World number two and title favourite Daniil Medvedev won over the Australian Open crowd on Saturday as he eased into the last 16 along with Stefanos Tsitsipas.
After the drama of Friday, when defending champion Naomi Osaka exited Melbourne in the third round, the women's seeds were also mostly untroubled on day six.
Second seed Aryna Sabalenka overcame the serving yips and Simona Halep was an emphatic winner, the former number one now playing self-described "dinosaur" Alize Cornet on Monday for a place in the quarter-finals.
Russia's Medvedev, the de facto men's top seed after the deportation of defending champion Novak Djokovic on the eve of the Grand Slam, said some fans at Melbourne Park had a "low IQ" after they booed him in his second-round victory over Australian showman Nick Kyrgios.
The reigning US Open champion needed four sets and a large dose of composure to see off Kyrgios and silence Rod Laver Arena, but it was altogether more comfortable as he dismissed unseeded Dutchman Botic van de Zandschulp.
The 25-year-old Medvedev kept his cool in sweltering conditions on Margaret Court Arena to roll through 6-4, 6-4, 6-2 in 1hr 55min and faces American Maxime Cressy in the fourth round.
"I'll put it this way, it's easier to play a guy from the Netherlands than a guy from Australia in Australia in Melbourne," said Medvedev, who has a similar love-hate dynamic with the crowd in New York.
"Every good relationship must have its ups and downs so I think it's good, it's entertaining and it's real, there is some relationship going on."
Greek fourth seed Tsitsipas, who is chasing a maiden major, was also largely untroubled in a 6-3, 7-5, 6-7 (2/7), 6-4 win over unseeded Frenchman Benoit Paire and plays American Taylor Fritz next.
Tsitsipas's serve was the foundation. He did not drop a service game despite losing a set and sent down 21 aces.
Medvedev and Tsitsipas, two of the generation coming up fast behind the "Big Three" of Djokovic, Rafael Nadal and Roger Federer, could meet in the semi-finals.

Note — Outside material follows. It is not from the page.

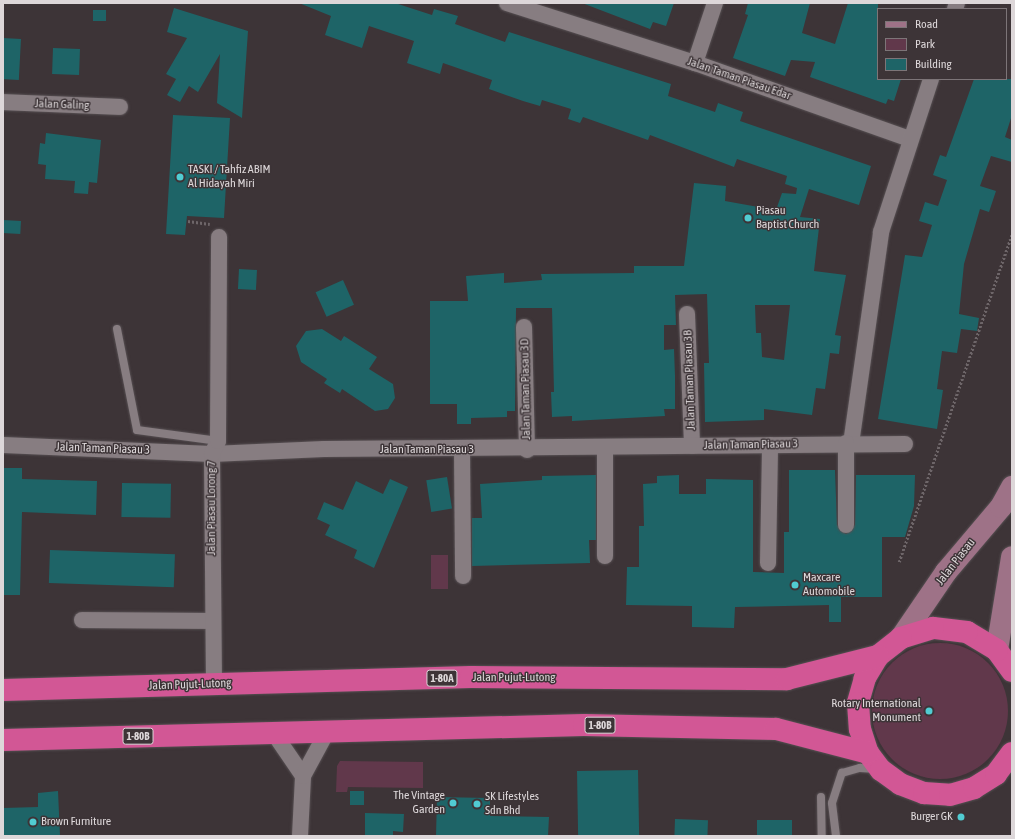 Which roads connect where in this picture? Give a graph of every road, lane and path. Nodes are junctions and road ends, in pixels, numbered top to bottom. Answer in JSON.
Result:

Felix Auger-Aliassime sent home the last Briton left standing in singles, the 21-year-old Canadian thrashing Dan Evans 6-4, 6-1, 6-1.
Auger-Aliassime is regarded as a serious upcoming talent in men's tennis and warned his rivals that he was beginning to feel at home at the business end of majors.
"Now of course playing more and more Grand Slams and I have gone to semi-finals (US Open last year), I feel more in my place," he said.
Another burgeoning talent, the 20-year-old Italian Jannik Sinner, defeated Japanese qualifier Taro Daniel in four sets and will play Australia's Alex de Minaur.
In the women's draw, Halep swatted aside Danka Kovinic -- conqueror of US Open champion Emma Raducanu -- 6-2, 6-1 in just 64 minutes to set up a date with Cornet of France.
The fit-again Halep came into the tournament full of confidence after her first title in 16 months earlier this month at a Melbourne warm-up event and was always in charge.
The 14th seed next meets unseeded Cornet, who celebrated her 32nd birthday by slugging it out with Slovenia's 29th seed Tamara Zidansek for a 4-6, 6-4, 6-2 victory.
The crowd serenaded her by singing happy birthday.
"It's definitely a very, very special victory being back in the second week 13 years after my first (time). It's quite special," she said.
"The day of my birthday, I mean, what else can I ask for?"
World number two Sabalenka overcame the serving problems that have been plaguing her early season, but still needed three sets to get past 31st seed Marketa Vondrousova.
The Belarusian had served 70 double faults in her previous four matches in 2022, and tallied 10 more even as she beat the Czech 4-6, 6-3, 6-1.
She now meets unseeded Estonian veteran Kaia Kanepi.
Also safely into round four and looking ominous is seventh seed Iga Swiatek, who swatted aside 25th seed Daria Kasatkina, 6-2, 6-3.